About this exercise - A verbatim copy of the entries is the required answer.

Extracted material -
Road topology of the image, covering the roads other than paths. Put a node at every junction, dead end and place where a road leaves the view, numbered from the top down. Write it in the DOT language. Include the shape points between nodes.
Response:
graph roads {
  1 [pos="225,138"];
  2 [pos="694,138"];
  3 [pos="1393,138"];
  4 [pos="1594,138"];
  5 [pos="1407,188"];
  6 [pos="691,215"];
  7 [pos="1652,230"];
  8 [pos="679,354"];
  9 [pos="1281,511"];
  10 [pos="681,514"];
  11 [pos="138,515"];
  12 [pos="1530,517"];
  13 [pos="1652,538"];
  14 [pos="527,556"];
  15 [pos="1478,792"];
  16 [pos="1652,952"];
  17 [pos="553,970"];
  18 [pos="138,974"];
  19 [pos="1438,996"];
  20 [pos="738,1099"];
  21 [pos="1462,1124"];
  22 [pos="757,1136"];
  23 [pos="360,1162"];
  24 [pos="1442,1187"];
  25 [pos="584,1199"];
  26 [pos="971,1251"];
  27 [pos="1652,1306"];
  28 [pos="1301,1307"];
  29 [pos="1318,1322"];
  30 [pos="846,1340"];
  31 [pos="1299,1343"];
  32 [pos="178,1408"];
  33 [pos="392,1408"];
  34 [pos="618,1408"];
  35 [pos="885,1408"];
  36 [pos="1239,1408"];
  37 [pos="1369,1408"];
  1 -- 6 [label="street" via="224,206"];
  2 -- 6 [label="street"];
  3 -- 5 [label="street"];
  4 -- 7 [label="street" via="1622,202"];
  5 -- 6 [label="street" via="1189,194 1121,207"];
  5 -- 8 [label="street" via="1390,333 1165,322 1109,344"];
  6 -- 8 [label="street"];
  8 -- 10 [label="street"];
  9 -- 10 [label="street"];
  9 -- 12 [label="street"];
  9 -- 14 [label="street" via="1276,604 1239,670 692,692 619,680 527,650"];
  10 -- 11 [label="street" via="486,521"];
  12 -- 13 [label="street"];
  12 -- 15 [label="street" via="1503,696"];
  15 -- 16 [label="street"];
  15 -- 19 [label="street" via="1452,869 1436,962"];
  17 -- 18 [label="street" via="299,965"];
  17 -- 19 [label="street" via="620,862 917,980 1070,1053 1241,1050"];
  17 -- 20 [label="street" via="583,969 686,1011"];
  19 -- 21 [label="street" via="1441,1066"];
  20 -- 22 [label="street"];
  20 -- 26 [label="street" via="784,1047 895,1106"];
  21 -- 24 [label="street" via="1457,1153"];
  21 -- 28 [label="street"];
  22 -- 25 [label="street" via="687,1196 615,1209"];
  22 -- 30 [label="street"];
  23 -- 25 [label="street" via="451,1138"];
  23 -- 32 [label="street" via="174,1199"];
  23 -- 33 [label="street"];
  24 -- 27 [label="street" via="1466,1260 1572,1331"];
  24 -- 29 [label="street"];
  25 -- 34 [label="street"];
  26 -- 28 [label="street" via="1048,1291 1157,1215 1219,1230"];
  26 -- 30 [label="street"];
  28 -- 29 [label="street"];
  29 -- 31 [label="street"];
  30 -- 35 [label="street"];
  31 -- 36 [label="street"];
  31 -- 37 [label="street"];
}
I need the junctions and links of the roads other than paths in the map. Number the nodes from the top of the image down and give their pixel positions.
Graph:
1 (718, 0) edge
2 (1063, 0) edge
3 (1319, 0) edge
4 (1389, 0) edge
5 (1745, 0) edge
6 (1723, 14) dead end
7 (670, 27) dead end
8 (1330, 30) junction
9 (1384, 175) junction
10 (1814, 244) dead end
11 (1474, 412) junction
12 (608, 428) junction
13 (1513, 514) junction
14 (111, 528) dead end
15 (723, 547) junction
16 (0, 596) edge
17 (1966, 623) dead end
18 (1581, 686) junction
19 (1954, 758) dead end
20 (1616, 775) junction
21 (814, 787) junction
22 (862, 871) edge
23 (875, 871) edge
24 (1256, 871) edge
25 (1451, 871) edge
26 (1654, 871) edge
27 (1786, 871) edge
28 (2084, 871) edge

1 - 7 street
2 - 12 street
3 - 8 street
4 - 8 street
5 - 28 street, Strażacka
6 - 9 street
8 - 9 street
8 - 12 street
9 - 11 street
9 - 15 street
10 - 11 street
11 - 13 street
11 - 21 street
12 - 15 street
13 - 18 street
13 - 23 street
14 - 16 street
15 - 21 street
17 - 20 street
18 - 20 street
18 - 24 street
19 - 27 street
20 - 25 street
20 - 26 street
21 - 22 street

Answer section -
Road topology of the image, covering the roads other than paths. Put a node at every junction, dead end and place where a road leaves the view, numbered from the top down. Write it in the DOT language. Include the shape points between nodes.
Response:
graph roads {
  1 [pos="225,138"];
  2 [pos="694,138"];
  3 [pos="1393,138"];
  4 [pos="1594,138"];
  5 [pos="1407,188"];
  6 [pos="691,215"];
  7 [pos="1652,230"];
  8 [pos="679,354"];
  9 [pos="1281,511"];
  10 [pos="681,514"];
  11 [pos="138,515"];
  12 [pos="1530,517"];
  13 [pos="1652,538"];
  14 [pos="527,556"];
  15 [pos="1478,792"];
  16 [pos="1652,952"];
  17 [pos="553,970"];
  18 [pos="138,974"];
  19 [pos="1438,996"];
  20 [pos="738,1099"];
  21 [pos="1462,1124"];
  22 [pos="757,1136"];
  23 [pos="360,1162"];
  24 [pos="1442,1187"];
  25 [pos="584,1199"];
  26 [pos="971,1251"];
  27 [pos="1652,1306"];
  28 [pos="1301,1307"];
  29 [pos="1318,1322"];
  30 [pos="846,1340"];
  31 [pos="1299,1343"];
  32 [pos="178,1408"];
  33 [pos="392,1408"];
  34 [pos="618,1408"];
  35 [pos="885,1408"];
  36 [pos="1239,1408"];
  37 [pos="1369,1408"];
  1 -- 6 [label="street" via="224,206"];
  2 -- 6 [label="street"];
  3 -- 5 [label="street"];
  4 -- 7 [label="street" via="1622,202"];
  5 -- 6 [label="street" via="1189,194 1121,207"];
  5 -- 8 [label="street" via="1390,333 1165,322 1109,344"];
  6 -- 8 [label="street"];
  8 -- 10 [label="street"];
  9 -- 10 [label="street"];
  9 -- 12 [label="street"];
  9 -- 14 [label="street" via="1276,604 1239,670 692,692 619,680 527,650"];
  10 -- 11 [label="street" via="486,521"];
  12 -- 13 [label="street"];
  12 -- 15 [label="street" via="1503,696"];
  15 -- 16 [label="street"];
  15 -- 19 [label="street" via="1452,869 1436,962"];
  17 -- 18 [label="street" via="299,965"];
  17 -- 19 [label="street" via="620,862 917,980 1070,1053 1241,1050"];
  17 -- 20 [label="street" via="583,969 686,1011"];
  19 -- 21 [label="street" via="1441,1066"];
  20 -- 22 [label="street"];
  20 -- 26 [label="street" via="784,1047 895,1106"];
  21 -- 24 [label="street" via="1457,1153"];
  21 -- 28 [label="street"];
  22 -- 25 [label="street" via="687,1196 615,1209"];
  22 -- 30 [label="street"];
  23 -- 25 [label="street" via="451,1138"];
  23 -- 32 [label="street" via="174,1199"];
  23 -- 33 [label="street"];
  24 -- 27 [label="street" via="1466,1260 1572,1331"];
  24 -- 29 [label="street"];
  25 -- 34 [label="street"];
  26 -- 28 [label="street" via="1048,1291 1157,1215 1219,1230"];
  26 -- 30 [label="street"];
  28 -- 29 [label="street"];
  29 -- 31 [label="street"];
  30 -- 35 [label="street"];
  31 -- 36 [label="street"];
  31 -- 37 [label="street"];
}
I need the junctions and links of the roads other than paths in the map. Number the nodes from the top of the image down and give their pixel positions.
Graph:
1 (718, 0) edge
2 (1063, 0) edge
3 (1319, 0) edge
4 (1389, 0) edge
5 (1745, 0) edge
6 (1723, 14) dead end
7 (670, 27) dead end
8 (1330, 30) junction
9 (1384, 175) junction
10 (1814, 244) dead end
11 (1474, 412) junction
12 (608, 428) junction
13 (1513, 514) junction
14 (111, 528) dead end
15 (723, 547) junction
16 (0, 596) edge
17 (1966, 623) dead end
18 (1581, 686) junction
19 (1954, 758) dead end
20 (1616, 775) junction
21 (814, 787) junction
22 (862, 871) edge
23 (875, 871) edge
24 (1256, 871) edge
25 (1451, 871) edge
26 (1654, 871) edge
27 (1786, 871) edge
28 (2084, 871) edge

1 - 7 street
2 - 12 street
3 - 8 street
4 - 8 street
5 - 28 street, Strażacka
6 - 9 street
8 - 9 street
8 - 12 street
9 - 11 street
9 - 15 street
10 - 11 street
11 - 13 street
11 - 21 street
12 - 15 street
13 - 18 street
13 - 23 street
14 - 16 street
15 - 21 street
17 - 20 street
18 - 20 street
18 - 24 street
19 - 27 street
20 - 25 street
20 - 26 street
21 - 22 street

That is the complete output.